Gov. Charlie Baker called it the inability to mourn the way we’re used to “one of the more brutal consequences” of the pandemic, in a press conference Wednesday, as he spoke emotionally about the death of his best friend’s mother.
“It was an extraordinarily painful process for their family, to go through this loss of a critical ritual that people believe in and hold onto, that’s this chance to say goodbye,” he said. “When you talk about where the numbers are going on this, what I’m really thinking about are all those people who aren’t going to have a chance to say goodbye.”
Journalist Colman Herman is one of those people who didn’t get a chance to say goodbye. As he told Emily Rooney on WGBH News’ Greater Boston Thursday, his sister-in-law recently died after contracting COVID-19.
“She was diagnosed with COVID-19 accompanied by pneumonia and we couldn’t go and visit her [in the nursing home.] And we got word that … she was actually being transferred to the hospital and again, of course, we couldn’t visit her,” he said. “Eventually, she died.”
Herman said his niece, his mother-in-law’s daughter, took charge of making the funeral arrangements. But social distancing measures and other coronavirus protections robbed him and his family of their normal funeral traditions.
“When we went to the chapel, very few of us could go. There were no ceremonies involved,” he said. “Then a few cars were allowed to go to the cemetery and when we arrived there, we saw graveyard attendants in hazmat outfits. That shocked the senses and my niece cried out, ‘This is awful.’”
Herman said they weren’t allowed to get out of their cars, so they watched through an open window.
“The rabbi was on the sidewalk and he preached the virtues of God and my sister-in-law and that was it.”
Normally, after a funeral, Herman and his family get together to celebrate the life of their loved one.
“We couldn’t do that this time,” he said. “But we plan to do it if we ever get back to normal, whatever form that might be.”

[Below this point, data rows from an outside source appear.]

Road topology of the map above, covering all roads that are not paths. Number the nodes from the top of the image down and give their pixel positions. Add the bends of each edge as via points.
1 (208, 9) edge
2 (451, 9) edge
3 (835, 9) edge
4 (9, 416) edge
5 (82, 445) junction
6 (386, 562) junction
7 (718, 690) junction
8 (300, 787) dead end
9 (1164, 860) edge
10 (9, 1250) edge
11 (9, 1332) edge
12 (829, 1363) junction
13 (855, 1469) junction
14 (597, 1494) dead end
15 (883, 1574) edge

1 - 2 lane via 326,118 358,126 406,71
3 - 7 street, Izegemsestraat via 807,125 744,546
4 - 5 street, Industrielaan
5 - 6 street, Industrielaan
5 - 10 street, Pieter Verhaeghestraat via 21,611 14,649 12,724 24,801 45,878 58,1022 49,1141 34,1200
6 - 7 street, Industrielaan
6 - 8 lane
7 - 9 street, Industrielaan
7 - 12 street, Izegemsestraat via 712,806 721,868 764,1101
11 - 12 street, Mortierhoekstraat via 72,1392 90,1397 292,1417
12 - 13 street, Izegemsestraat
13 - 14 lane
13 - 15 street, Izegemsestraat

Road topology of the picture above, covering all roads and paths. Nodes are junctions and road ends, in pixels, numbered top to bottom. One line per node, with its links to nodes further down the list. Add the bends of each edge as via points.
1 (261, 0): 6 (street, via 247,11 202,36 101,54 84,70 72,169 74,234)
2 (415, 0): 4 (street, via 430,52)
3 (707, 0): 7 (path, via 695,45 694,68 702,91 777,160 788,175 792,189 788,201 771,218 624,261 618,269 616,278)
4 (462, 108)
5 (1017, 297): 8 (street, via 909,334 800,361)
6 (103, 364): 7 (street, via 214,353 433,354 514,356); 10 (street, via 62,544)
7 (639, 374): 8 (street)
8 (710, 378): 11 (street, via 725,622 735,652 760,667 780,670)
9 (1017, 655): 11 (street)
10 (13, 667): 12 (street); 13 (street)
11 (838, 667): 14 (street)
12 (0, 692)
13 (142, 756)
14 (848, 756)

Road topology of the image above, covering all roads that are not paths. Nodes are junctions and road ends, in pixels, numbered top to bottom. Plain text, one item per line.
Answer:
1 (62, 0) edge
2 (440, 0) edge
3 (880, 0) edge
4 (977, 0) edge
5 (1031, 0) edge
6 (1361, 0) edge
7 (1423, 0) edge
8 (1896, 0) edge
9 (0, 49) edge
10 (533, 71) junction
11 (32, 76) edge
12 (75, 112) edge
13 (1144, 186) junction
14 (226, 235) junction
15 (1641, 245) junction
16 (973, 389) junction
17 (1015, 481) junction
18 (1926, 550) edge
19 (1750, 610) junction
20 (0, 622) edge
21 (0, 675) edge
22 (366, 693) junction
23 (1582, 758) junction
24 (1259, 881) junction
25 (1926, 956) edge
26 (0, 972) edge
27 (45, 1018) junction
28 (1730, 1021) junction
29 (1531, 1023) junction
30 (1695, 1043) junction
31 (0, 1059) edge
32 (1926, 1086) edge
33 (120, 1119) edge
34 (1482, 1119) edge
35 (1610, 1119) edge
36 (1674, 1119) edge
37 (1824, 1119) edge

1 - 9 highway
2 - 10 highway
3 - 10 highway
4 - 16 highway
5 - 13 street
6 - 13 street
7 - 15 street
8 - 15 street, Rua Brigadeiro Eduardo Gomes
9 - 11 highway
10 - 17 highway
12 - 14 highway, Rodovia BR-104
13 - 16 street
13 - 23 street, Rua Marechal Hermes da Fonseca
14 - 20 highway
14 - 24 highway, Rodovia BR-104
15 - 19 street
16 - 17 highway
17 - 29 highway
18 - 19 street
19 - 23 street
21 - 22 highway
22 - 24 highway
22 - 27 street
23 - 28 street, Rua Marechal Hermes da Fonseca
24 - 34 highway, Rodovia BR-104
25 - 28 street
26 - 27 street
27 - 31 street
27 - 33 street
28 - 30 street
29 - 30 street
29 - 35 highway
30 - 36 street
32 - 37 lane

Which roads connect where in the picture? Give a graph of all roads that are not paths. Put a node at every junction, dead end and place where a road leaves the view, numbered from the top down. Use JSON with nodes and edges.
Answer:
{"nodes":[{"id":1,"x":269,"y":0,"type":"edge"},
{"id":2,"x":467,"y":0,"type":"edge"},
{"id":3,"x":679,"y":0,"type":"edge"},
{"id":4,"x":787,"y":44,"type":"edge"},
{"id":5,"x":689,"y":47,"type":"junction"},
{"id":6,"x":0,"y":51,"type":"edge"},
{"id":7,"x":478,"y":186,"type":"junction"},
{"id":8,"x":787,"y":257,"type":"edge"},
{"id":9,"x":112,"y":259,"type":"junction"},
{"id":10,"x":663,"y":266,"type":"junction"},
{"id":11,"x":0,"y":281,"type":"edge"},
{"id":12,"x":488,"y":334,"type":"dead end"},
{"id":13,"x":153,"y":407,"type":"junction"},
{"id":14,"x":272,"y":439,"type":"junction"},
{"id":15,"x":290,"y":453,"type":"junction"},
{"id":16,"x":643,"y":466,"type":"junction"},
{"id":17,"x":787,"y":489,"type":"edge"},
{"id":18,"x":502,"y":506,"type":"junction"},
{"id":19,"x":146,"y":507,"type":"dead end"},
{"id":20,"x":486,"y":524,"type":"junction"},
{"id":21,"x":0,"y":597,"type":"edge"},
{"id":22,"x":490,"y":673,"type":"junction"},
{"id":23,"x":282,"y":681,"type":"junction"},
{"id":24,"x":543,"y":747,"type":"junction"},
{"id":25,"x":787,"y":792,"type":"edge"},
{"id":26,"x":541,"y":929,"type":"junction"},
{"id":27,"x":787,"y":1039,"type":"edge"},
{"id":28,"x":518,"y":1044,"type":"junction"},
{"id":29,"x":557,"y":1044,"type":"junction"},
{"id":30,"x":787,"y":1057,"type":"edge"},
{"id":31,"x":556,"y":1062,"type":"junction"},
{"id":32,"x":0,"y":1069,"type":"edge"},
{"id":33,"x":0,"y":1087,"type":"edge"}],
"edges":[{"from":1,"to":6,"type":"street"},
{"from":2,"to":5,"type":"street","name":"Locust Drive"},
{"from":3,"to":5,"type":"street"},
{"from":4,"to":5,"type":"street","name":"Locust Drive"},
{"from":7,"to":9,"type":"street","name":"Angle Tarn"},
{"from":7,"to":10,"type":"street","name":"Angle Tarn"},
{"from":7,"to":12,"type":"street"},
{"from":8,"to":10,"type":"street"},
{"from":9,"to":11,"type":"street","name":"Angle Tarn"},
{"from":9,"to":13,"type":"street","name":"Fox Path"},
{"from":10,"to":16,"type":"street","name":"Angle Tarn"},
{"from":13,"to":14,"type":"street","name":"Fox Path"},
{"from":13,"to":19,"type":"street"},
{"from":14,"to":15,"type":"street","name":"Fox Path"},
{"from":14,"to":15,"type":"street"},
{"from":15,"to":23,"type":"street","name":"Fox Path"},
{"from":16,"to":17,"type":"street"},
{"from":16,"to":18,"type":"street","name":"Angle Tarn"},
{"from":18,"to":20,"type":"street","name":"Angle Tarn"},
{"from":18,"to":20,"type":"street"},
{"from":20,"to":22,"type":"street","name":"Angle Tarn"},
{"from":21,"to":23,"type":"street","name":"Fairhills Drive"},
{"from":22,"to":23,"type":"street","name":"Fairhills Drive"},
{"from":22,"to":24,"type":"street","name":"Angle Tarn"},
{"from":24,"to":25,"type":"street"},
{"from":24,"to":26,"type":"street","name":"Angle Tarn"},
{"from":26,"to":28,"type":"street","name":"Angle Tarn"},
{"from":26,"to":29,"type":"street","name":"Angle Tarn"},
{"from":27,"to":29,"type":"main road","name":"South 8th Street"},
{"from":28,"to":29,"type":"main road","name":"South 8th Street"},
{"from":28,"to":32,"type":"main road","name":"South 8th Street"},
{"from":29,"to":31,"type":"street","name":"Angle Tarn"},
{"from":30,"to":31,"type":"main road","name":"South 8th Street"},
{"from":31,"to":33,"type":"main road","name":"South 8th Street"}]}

Until then, Herman is looking back on fond memories.
“I remember she would type my high school and college papers in a time when we had manual typewriters,” he remembered. “And then, as now, I’m a perfectionist and she’d type something and I didn’t like something, the way it looked, and she would patiently do it over until I liked it.”
“She was more like a sister than a sister in law,” he said.